■ Requirement ■
Work out the number of lines with the word "Savannah" in the material below, then reply with that number only.

■ Material for this task ■

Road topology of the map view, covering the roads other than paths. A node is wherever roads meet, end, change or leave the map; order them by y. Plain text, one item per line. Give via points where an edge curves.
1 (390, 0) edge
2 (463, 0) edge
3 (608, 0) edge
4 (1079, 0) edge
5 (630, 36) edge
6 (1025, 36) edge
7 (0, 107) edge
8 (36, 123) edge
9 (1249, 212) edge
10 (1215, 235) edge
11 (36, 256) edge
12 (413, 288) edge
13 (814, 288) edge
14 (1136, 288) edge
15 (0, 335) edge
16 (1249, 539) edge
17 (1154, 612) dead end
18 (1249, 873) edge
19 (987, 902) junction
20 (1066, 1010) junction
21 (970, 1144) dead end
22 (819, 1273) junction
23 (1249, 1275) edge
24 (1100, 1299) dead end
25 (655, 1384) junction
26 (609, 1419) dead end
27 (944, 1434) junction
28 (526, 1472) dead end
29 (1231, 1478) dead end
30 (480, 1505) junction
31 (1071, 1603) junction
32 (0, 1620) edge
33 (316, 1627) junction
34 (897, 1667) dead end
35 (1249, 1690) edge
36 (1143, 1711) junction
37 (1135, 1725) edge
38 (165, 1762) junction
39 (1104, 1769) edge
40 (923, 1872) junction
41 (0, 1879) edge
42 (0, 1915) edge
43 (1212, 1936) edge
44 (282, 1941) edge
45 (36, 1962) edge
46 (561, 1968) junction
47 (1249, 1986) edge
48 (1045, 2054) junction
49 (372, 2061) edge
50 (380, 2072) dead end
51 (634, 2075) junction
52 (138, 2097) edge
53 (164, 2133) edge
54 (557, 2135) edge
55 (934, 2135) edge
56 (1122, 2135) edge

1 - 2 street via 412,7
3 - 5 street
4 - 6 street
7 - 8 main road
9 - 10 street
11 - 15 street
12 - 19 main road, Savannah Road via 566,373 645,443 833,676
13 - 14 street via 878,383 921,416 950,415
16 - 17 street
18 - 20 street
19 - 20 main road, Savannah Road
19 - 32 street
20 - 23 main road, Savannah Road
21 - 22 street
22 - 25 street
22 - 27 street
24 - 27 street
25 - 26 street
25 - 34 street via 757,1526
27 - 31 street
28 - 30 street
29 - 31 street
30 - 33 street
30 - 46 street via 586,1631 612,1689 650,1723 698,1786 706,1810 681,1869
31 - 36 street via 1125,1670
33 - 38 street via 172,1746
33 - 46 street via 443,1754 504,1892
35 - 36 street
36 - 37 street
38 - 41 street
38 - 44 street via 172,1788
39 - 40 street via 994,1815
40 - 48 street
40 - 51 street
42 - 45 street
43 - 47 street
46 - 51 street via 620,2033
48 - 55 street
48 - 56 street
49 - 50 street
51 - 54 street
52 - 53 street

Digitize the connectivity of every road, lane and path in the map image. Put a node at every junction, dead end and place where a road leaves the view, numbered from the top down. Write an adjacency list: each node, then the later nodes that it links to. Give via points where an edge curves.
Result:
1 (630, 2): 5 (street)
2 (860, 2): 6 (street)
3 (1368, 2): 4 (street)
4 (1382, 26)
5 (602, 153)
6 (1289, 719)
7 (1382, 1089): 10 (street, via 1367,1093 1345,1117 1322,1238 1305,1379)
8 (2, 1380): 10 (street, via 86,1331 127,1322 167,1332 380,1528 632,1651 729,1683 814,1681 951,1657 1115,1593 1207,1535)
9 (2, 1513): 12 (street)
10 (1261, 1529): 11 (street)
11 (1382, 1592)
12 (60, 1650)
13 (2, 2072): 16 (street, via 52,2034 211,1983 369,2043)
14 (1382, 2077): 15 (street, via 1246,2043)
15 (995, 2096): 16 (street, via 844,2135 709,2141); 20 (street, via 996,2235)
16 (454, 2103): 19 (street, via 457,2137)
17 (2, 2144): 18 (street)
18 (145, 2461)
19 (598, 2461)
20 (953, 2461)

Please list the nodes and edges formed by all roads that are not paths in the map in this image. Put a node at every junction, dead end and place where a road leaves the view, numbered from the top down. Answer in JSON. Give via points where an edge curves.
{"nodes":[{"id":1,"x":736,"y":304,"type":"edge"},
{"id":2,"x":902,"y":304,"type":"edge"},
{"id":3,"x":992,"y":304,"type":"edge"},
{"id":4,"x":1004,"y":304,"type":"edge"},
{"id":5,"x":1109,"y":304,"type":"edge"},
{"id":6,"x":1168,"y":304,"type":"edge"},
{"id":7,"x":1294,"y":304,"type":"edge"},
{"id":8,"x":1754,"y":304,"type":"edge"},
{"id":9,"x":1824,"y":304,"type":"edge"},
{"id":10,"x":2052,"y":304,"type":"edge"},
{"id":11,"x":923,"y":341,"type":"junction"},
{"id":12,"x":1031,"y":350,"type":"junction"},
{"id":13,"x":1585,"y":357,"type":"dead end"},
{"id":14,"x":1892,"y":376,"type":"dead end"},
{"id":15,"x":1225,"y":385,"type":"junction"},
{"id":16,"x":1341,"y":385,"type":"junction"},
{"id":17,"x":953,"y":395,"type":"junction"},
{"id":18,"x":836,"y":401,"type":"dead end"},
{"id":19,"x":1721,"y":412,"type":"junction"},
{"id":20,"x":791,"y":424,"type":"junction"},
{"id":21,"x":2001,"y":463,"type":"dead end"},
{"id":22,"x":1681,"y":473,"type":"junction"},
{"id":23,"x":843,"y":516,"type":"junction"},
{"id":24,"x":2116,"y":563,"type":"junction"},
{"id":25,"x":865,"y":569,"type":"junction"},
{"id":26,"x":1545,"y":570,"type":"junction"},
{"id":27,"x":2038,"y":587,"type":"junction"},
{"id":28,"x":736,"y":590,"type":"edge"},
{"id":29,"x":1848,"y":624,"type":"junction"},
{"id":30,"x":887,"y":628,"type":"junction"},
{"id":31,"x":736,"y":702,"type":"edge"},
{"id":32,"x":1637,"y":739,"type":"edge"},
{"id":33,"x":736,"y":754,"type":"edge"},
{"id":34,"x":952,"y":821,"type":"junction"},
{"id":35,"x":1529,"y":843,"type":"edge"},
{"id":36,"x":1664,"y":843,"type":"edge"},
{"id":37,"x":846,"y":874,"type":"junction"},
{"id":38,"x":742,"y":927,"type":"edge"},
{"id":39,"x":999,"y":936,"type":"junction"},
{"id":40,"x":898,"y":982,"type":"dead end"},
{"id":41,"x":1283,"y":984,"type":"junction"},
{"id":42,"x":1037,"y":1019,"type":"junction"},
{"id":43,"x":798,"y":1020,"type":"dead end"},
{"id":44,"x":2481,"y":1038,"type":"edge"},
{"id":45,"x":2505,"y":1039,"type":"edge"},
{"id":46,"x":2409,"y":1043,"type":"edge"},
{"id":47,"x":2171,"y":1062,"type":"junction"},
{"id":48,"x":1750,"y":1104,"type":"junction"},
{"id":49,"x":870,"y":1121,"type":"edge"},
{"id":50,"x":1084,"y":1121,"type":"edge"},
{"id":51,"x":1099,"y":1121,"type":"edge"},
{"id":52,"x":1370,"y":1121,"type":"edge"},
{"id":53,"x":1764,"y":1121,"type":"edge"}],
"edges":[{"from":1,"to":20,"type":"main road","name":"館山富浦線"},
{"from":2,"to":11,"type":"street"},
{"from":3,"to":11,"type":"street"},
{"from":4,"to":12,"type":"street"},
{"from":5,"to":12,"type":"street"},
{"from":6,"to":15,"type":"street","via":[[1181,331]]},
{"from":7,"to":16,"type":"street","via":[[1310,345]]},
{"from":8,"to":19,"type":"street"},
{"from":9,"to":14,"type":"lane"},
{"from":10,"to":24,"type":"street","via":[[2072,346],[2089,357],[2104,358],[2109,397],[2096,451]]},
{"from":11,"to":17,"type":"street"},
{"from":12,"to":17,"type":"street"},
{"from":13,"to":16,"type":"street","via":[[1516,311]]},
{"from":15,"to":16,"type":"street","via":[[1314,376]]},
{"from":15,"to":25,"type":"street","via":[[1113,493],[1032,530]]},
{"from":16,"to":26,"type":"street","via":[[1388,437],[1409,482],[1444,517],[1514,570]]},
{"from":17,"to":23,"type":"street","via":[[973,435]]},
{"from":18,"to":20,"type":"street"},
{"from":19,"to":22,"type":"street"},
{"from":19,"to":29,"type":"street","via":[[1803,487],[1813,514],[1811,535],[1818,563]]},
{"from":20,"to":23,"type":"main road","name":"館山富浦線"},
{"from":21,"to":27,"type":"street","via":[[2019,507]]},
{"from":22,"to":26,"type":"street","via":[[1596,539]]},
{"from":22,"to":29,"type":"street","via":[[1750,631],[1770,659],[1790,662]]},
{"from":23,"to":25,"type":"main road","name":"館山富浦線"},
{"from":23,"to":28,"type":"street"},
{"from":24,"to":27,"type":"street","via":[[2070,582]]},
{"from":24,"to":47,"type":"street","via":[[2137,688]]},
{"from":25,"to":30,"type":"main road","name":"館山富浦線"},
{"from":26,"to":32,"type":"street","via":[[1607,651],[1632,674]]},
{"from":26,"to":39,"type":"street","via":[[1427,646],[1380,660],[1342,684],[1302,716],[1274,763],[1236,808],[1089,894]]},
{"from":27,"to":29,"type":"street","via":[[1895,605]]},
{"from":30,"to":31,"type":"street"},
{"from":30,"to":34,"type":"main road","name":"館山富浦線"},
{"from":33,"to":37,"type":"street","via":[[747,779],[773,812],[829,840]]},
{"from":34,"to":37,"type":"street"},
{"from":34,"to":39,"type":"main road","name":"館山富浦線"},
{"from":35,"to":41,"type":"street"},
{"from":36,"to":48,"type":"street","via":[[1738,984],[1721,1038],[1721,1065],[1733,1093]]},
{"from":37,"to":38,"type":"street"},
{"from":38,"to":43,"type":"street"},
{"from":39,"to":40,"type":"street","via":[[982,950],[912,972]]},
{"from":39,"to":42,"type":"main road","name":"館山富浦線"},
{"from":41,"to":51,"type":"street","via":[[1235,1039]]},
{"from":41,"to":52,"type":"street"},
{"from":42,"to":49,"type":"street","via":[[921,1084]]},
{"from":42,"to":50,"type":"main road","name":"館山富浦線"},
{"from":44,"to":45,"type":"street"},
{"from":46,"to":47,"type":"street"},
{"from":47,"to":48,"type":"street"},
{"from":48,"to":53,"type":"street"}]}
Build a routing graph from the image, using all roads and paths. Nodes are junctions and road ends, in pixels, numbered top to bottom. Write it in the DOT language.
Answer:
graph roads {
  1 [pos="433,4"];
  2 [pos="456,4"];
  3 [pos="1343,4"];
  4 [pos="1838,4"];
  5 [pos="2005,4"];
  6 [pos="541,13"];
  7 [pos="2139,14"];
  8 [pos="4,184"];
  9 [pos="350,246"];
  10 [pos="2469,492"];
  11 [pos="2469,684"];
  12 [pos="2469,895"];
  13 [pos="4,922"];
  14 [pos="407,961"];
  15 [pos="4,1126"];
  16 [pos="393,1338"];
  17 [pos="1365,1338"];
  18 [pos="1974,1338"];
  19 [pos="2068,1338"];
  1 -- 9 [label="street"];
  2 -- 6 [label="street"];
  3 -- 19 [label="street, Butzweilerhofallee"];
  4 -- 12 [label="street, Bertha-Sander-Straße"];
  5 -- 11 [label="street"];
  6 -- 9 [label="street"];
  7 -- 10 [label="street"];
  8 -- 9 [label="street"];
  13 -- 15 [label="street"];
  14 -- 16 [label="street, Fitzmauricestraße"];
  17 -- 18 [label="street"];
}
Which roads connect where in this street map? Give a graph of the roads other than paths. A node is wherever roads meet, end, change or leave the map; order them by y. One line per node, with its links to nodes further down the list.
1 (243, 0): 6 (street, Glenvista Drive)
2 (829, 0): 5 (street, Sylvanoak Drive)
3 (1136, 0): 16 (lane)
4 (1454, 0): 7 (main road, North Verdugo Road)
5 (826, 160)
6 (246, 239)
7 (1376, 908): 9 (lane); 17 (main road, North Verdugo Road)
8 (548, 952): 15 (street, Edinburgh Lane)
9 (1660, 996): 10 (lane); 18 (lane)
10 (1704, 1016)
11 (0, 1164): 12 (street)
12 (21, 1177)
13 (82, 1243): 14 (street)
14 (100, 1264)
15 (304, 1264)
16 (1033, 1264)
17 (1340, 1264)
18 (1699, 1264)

■ Answer to this problem ■
3